Hier besteht natürlich ein deutlicher Unterschied zu den
zivilrechtlichen Risiken durch Wettbewerbs- und Marken- und
Patentrecht. Eventuelle Risiken, die sich aus dem Strafrecht ergeben,
kann ein Veröffentlichender, so scheint mir, allein aufgrund der
Kenntnis der Inhalte, die er erstellte, und seiner Absichten
abschätzen. Er sollte zumindest erkennen können, ob er ihm Ärger ins
Haus steht oder nicht, und dies ist deutlich mehr als bei den
angesprochenen zivilrechtlichen Problemen.

> Wenn ich aber eine bloße textuelle URL vergleiche mit einer durch
> entsprechende Tags "aktivierten" solchen, halte ich den Unterschied
> für zu marginal, um für die rechtliche Bewertung relevant zu sein;
> denn ich kann die URL auch kopieren (c&p) oder schlicht abtippen.
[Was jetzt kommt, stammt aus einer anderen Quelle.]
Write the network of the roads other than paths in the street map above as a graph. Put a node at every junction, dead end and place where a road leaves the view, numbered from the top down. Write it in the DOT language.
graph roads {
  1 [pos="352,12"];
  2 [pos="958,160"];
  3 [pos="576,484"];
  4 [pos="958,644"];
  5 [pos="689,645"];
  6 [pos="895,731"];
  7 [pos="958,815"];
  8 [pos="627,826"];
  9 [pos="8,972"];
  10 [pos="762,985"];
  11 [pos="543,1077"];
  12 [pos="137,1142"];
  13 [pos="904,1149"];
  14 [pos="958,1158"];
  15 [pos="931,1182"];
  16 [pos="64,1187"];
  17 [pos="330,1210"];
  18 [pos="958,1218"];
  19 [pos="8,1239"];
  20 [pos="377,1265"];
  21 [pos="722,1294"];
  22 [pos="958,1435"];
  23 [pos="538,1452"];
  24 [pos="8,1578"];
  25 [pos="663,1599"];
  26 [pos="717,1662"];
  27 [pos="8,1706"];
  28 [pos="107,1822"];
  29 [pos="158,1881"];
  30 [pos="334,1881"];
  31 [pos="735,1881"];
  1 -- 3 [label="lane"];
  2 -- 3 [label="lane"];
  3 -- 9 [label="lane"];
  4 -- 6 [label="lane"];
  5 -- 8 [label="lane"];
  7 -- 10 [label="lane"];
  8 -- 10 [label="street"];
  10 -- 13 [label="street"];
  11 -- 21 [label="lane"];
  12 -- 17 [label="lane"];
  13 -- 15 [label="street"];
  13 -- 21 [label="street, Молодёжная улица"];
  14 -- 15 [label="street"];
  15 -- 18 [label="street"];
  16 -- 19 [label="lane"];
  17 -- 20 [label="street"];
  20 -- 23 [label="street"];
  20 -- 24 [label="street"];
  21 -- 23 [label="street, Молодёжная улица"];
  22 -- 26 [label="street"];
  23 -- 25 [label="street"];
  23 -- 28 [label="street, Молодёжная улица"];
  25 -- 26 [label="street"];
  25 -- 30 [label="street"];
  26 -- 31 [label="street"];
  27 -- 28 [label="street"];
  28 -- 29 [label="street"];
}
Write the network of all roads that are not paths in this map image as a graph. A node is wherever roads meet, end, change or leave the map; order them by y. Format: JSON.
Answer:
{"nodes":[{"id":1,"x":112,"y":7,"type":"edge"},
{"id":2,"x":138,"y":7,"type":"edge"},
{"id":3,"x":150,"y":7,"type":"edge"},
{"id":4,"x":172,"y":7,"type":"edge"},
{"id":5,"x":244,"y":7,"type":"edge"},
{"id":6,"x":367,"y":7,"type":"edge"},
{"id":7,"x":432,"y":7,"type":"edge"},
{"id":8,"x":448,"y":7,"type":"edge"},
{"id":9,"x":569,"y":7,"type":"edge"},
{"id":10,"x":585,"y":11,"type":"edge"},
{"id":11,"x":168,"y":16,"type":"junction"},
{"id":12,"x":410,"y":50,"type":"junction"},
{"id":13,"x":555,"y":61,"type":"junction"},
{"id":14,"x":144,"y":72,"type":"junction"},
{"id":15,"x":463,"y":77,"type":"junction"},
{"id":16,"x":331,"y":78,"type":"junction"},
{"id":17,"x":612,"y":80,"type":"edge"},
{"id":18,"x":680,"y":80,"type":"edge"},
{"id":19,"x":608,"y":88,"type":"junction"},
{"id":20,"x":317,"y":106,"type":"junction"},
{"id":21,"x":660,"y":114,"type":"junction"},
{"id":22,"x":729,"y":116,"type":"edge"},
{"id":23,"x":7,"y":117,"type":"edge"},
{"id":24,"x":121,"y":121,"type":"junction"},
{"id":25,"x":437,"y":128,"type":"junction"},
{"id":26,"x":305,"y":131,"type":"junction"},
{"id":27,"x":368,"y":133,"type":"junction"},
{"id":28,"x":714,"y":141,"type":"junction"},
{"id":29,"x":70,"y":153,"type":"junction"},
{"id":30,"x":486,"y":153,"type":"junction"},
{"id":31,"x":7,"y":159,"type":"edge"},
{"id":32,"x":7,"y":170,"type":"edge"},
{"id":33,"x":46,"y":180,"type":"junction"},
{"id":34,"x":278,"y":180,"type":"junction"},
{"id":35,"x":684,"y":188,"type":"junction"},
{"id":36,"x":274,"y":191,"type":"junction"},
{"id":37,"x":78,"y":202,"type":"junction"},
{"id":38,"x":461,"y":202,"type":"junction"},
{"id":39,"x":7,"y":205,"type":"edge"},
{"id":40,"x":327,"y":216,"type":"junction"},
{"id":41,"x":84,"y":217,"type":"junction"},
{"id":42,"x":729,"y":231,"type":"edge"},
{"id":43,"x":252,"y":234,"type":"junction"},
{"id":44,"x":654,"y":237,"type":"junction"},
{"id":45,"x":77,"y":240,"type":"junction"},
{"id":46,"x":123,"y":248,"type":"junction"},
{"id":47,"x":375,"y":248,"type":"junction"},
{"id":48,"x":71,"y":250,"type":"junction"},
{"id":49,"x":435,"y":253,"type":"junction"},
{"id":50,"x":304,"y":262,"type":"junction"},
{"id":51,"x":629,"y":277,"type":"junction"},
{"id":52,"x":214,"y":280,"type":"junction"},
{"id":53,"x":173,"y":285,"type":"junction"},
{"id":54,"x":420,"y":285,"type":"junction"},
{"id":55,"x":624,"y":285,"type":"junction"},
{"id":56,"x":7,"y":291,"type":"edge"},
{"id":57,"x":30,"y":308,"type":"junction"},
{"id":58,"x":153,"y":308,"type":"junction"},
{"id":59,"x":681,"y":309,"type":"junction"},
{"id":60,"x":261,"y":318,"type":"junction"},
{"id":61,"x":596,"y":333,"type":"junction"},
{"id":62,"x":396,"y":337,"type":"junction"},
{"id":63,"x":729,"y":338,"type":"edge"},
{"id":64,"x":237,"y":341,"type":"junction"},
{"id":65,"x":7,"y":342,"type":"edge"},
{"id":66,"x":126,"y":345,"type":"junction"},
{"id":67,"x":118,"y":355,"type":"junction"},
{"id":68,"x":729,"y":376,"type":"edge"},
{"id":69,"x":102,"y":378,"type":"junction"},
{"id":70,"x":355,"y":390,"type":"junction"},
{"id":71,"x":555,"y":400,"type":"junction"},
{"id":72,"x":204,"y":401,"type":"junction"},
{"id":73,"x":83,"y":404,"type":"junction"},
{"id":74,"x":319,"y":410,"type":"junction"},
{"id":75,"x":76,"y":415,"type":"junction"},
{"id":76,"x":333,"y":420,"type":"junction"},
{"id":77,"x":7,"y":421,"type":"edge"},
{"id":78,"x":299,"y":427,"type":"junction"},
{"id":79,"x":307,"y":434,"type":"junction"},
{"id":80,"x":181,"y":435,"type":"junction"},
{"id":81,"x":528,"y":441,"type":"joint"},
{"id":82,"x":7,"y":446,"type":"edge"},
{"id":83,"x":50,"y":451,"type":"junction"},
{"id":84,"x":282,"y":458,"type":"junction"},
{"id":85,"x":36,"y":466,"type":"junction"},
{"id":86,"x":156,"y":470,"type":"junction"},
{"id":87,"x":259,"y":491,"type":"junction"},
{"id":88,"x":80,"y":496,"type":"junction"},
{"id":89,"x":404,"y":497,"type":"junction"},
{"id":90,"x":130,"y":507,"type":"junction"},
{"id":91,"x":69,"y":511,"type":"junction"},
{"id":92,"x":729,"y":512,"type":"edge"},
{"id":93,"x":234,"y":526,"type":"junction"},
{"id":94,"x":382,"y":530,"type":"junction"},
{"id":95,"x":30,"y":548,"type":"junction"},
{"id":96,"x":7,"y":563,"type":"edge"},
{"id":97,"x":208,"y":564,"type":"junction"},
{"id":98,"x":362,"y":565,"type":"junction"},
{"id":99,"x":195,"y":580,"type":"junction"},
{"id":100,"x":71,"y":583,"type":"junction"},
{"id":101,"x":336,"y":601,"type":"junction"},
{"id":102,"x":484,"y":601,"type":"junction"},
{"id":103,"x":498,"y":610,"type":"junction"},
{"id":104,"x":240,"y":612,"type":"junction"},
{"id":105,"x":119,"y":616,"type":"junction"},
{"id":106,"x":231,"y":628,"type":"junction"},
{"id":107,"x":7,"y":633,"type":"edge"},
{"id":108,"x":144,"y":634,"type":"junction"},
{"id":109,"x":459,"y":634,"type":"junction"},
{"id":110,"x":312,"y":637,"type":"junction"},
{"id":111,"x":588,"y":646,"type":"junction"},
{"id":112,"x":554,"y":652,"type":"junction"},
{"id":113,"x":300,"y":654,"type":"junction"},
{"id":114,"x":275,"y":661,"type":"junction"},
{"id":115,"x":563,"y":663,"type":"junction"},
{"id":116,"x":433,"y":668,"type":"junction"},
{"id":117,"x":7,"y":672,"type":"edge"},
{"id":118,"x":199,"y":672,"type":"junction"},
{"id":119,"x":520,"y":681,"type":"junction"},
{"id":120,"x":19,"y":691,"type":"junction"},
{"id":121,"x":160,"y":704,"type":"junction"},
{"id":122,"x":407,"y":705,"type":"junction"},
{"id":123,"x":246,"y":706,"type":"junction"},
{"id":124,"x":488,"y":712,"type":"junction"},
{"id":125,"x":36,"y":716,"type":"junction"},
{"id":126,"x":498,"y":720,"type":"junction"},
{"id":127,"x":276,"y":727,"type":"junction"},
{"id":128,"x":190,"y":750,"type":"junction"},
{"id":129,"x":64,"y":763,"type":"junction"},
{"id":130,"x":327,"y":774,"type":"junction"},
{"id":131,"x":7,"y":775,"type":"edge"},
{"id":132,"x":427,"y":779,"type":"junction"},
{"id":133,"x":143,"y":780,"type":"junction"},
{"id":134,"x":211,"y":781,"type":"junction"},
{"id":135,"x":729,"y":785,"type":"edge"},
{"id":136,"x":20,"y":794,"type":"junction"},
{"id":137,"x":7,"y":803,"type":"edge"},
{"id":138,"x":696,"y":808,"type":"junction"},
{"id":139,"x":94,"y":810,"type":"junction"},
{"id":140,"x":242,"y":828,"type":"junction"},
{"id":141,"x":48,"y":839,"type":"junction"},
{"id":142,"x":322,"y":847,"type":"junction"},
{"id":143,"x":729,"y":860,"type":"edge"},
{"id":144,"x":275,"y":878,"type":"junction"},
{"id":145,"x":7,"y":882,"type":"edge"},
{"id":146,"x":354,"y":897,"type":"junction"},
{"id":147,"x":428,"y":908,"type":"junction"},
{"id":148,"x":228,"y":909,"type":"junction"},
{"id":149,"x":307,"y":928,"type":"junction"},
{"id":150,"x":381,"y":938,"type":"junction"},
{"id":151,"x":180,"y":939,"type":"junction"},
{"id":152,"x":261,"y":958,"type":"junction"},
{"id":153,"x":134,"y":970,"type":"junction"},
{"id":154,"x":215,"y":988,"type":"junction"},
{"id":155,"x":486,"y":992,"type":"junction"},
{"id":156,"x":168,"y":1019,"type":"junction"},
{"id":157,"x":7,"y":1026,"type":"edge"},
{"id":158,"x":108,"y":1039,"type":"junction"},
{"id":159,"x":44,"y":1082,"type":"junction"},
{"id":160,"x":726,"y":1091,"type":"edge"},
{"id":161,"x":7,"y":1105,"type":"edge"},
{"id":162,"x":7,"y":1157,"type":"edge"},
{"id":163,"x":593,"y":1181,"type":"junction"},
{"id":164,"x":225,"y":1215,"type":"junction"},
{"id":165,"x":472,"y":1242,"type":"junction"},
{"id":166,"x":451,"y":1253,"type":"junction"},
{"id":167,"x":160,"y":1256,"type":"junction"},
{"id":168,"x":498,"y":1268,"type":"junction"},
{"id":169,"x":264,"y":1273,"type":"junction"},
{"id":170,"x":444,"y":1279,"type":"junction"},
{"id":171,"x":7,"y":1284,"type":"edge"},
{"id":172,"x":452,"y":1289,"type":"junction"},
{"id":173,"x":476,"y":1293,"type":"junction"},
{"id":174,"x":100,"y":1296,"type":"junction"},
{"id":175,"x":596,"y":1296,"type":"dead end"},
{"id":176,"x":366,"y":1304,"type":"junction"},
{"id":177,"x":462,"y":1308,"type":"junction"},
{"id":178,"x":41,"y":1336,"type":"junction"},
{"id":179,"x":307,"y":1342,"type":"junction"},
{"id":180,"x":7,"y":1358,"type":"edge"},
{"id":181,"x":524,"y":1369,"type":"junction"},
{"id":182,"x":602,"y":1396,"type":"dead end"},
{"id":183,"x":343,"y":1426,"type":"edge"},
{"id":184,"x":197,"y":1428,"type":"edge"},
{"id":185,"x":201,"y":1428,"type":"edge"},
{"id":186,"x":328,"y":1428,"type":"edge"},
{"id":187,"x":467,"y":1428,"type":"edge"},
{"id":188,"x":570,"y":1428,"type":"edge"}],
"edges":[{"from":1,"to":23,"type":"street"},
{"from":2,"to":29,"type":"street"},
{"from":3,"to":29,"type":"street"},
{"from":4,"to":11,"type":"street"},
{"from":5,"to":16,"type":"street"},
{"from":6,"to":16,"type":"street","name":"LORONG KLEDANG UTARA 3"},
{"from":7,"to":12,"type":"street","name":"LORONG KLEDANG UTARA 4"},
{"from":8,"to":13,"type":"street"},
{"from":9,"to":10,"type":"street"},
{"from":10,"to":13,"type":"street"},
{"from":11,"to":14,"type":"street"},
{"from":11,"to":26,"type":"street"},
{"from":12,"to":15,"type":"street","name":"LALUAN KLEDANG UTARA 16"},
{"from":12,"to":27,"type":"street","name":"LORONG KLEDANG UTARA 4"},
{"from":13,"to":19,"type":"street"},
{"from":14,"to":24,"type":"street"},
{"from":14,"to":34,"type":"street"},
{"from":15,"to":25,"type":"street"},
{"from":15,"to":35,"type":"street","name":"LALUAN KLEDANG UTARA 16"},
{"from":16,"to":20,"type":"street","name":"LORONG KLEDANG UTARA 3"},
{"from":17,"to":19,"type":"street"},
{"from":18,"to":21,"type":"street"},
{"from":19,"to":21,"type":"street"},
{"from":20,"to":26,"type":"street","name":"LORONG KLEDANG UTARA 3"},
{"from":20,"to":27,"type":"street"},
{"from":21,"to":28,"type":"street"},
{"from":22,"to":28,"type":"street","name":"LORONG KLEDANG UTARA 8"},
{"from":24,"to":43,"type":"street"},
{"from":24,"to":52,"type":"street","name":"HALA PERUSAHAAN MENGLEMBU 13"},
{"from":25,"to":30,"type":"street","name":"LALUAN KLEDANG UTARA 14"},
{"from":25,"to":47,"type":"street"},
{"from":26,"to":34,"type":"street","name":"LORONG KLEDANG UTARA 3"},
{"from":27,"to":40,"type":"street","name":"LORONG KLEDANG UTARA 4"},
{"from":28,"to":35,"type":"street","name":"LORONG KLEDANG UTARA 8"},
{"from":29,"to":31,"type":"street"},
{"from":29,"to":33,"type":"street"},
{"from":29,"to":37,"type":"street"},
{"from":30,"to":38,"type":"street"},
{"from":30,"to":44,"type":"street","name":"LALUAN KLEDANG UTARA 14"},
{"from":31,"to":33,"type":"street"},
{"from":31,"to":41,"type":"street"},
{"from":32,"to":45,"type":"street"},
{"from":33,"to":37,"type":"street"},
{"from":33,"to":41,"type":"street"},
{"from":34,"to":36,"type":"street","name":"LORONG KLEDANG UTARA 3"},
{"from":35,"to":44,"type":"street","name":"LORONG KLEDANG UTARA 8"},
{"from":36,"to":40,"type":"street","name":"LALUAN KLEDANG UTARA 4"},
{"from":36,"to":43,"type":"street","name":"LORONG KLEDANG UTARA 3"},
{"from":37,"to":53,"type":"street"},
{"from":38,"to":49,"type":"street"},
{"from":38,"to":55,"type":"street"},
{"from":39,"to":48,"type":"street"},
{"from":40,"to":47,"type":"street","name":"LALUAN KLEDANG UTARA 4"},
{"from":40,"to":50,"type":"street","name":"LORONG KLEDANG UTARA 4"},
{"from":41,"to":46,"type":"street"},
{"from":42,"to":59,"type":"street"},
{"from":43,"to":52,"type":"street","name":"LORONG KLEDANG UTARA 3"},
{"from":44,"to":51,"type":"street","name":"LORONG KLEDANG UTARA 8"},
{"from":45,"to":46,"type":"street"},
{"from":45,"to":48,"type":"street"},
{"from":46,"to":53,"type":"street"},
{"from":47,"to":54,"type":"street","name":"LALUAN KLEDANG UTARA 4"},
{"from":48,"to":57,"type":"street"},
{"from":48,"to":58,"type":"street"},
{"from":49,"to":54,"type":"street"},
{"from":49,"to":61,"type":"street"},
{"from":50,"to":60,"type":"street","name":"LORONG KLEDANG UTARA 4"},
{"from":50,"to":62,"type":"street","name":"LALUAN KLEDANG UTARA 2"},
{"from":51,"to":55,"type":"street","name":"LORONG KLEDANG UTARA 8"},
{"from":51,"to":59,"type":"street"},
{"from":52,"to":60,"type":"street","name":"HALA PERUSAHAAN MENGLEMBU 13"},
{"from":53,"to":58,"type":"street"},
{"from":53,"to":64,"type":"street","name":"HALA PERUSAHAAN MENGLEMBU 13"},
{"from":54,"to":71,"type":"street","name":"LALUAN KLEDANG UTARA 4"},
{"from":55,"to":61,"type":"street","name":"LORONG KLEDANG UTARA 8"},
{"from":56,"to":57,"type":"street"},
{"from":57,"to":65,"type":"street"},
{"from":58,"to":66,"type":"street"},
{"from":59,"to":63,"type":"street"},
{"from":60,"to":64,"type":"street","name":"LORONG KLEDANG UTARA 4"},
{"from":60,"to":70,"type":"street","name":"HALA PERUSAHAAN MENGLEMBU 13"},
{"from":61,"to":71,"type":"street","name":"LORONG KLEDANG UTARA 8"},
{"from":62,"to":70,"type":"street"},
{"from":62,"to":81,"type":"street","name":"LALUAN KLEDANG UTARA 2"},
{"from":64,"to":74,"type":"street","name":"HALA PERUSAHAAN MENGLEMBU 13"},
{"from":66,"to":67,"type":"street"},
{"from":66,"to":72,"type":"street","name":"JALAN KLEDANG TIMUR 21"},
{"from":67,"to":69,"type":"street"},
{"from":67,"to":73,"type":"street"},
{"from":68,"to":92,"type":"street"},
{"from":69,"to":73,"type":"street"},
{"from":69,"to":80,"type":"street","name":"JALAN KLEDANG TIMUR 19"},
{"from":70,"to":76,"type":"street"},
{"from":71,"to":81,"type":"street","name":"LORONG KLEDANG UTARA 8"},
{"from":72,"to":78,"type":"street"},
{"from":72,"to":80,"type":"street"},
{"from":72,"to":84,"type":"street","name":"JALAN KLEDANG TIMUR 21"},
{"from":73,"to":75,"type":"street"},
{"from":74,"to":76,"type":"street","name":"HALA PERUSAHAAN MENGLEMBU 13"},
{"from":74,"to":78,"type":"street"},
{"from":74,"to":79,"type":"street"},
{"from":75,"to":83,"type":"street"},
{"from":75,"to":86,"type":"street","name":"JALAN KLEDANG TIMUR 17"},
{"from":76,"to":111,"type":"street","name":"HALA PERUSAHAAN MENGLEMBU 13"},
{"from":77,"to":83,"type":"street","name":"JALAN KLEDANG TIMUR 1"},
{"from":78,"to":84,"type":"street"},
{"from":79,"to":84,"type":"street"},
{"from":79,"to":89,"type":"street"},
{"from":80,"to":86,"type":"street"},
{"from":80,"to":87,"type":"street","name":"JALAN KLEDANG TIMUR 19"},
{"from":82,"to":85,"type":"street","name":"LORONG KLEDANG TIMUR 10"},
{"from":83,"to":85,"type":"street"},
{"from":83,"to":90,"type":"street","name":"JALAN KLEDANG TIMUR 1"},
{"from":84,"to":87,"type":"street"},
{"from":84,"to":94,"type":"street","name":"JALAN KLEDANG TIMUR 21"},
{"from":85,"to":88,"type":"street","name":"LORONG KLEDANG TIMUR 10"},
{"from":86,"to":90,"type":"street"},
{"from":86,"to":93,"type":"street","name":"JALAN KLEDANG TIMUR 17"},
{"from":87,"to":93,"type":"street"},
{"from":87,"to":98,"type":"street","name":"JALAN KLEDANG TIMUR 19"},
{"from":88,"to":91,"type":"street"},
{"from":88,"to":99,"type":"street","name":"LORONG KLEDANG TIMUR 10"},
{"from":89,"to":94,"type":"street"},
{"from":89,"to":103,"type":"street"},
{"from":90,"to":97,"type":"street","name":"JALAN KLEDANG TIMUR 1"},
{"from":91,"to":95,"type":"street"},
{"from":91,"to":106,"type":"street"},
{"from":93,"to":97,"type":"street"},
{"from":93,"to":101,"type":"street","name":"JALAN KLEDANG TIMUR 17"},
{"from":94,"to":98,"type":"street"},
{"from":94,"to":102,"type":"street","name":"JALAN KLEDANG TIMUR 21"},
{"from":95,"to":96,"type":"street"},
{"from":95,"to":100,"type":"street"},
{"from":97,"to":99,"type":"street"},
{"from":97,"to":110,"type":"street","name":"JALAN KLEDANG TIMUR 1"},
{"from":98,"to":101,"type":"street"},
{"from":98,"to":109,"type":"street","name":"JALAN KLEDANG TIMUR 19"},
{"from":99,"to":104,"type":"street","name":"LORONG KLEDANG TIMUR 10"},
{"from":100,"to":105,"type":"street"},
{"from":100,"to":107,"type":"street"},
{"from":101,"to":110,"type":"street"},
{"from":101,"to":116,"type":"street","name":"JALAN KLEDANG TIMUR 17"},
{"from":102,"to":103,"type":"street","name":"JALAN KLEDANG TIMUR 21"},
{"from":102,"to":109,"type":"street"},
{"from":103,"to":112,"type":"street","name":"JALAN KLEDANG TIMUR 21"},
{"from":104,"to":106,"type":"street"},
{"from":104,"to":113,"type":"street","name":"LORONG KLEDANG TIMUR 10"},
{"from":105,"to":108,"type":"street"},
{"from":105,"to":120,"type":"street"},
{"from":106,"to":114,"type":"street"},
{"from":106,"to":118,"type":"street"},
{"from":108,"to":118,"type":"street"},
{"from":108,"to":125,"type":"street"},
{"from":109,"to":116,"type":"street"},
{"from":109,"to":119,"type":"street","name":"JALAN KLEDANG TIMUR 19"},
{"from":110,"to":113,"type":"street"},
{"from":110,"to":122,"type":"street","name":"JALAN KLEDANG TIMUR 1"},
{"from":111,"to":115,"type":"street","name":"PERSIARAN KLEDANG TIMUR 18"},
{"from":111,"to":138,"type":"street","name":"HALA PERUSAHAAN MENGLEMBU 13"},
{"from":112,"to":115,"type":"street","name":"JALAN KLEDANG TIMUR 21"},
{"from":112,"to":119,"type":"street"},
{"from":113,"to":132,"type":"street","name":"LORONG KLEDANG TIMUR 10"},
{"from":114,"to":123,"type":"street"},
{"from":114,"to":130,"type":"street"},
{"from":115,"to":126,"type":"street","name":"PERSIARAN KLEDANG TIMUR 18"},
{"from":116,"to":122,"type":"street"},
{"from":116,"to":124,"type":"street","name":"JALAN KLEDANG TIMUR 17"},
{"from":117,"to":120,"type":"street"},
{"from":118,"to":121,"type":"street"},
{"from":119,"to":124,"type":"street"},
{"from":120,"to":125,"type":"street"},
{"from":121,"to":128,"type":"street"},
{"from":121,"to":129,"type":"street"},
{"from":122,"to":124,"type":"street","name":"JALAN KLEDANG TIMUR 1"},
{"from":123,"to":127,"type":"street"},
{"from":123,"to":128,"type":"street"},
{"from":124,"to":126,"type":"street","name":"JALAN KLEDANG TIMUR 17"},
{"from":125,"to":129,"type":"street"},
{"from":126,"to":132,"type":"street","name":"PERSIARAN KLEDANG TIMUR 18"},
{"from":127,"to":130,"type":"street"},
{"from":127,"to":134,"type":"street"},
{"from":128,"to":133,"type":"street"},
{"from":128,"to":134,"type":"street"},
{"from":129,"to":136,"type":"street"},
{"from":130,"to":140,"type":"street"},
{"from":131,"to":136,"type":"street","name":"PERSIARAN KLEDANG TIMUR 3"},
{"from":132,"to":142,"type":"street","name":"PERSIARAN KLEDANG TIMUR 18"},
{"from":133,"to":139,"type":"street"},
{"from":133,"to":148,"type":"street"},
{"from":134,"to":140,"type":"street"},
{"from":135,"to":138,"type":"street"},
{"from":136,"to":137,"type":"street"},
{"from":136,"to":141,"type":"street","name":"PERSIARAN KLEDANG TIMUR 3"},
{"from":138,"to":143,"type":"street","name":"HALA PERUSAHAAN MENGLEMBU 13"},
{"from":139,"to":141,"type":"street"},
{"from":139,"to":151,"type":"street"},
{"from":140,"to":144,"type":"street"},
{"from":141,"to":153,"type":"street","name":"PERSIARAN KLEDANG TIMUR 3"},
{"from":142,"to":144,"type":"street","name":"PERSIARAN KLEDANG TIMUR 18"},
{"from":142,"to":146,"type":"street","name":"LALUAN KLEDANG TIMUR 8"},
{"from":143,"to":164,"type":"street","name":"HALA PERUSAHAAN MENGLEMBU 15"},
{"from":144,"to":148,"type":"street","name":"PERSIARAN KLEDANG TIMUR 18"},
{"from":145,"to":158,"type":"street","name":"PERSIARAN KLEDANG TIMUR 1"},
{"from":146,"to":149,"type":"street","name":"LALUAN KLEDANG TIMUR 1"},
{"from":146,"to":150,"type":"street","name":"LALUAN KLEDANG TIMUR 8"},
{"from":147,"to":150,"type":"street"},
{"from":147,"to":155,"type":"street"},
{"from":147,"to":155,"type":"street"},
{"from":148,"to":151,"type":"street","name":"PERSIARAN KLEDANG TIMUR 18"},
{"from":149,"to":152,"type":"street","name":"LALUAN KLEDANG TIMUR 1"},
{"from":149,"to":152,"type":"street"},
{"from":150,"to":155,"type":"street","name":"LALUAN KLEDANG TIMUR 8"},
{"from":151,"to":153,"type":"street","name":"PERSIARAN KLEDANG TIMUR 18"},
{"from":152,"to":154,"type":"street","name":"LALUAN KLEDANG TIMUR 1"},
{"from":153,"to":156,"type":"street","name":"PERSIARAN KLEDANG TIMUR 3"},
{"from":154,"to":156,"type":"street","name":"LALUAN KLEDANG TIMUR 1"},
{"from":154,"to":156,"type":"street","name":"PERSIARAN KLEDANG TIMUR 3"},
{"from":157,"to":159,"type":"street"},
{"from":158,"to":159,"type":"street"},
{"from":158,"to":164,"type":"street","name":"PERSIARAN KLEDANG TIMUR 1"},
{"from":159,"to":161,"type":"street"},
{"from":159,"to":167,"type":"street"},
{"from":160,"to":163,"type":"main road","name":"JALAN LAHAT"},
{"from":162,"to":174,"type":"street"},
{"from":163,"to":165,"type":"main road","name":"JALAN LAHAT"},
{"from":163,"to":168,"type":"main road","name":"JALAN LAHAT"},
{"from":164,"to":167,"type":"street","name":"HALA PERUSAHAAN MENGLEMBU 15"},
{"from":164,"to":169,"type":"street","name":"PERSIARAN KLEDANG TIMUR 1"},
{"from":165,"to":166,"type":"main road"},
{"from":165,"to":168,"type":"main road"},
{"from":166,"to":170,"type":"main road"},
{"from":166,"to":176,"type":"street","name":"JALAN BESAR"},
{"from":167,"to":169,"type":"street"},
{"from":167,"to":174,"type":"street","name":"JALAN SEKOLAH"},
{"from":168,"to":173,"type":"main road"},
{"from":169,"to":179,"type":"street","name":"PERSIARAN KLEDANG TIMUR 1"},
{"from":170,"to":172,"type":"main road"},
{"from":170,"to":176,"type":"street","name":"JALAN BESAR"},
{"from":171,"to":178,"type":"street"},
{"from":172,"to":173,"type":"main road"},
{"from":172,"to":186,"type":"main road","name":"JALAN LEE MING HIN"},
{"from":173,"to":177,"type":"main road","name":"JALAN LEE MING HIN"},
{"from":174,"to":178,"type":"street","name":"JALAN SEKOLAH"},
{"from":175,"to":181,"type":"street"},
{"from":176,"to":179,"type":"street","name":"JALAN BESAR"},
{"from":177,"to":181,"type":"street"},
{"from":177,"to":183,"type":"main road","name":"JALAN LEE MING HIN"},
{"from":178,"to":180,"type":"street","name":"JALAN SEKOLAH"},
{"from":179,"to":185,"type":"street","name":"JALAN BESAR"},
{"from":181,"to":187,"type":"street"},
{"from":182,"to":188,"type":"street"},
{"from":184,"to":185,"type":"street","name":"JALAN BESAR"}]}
Wenn es einen Unterschied in der rechtlichen Bewertung gäbe, würden
sicherlich schnell Browser-Plugins aufkommen, die automatisch
klickbare Links erzeugen.

Genau aus diesem Grund kann kaum eine technische Hürde rechtlich
privilegiert werden.

> Der richtige Vergleich wäre IMHO insofern nicht
> "Literaturverweis/Fußnote auf Papier contra Link in einem
> Hypertext-Dokument", sondern "textuelle URL contra Link".

Ein Problem entsteht dadurch, daß längst nicht mehr allein URLs mit
Protokoll-Schema (http://), Host (www.enyo.de) und Pfad (/fw/) von
Mensch und Software als Link erkannt werden. Für manche Angebote gibt
es eine griffige Beschreibung, der nicht quasi-identisch mit dem
Domainnamen ist (z.B. "der Newsticker von Heise-Online"), für viele
dagegen nicht. So schreibt Günter Grass beispielsweise in der
Erzählung Im Krebsgang" (Seite 32):

"[...] bis ich Ende Januar sechsundneunzig zuerst die rechtsradikale
Stormfront-Homepage angeklickt hatte, bald auf einige
Gustloff-Bezüglichkeiten stieß und dann auf der Website
»www.blutzeuge.de« mit der Kameradschaft Schwerin vertraut wurde."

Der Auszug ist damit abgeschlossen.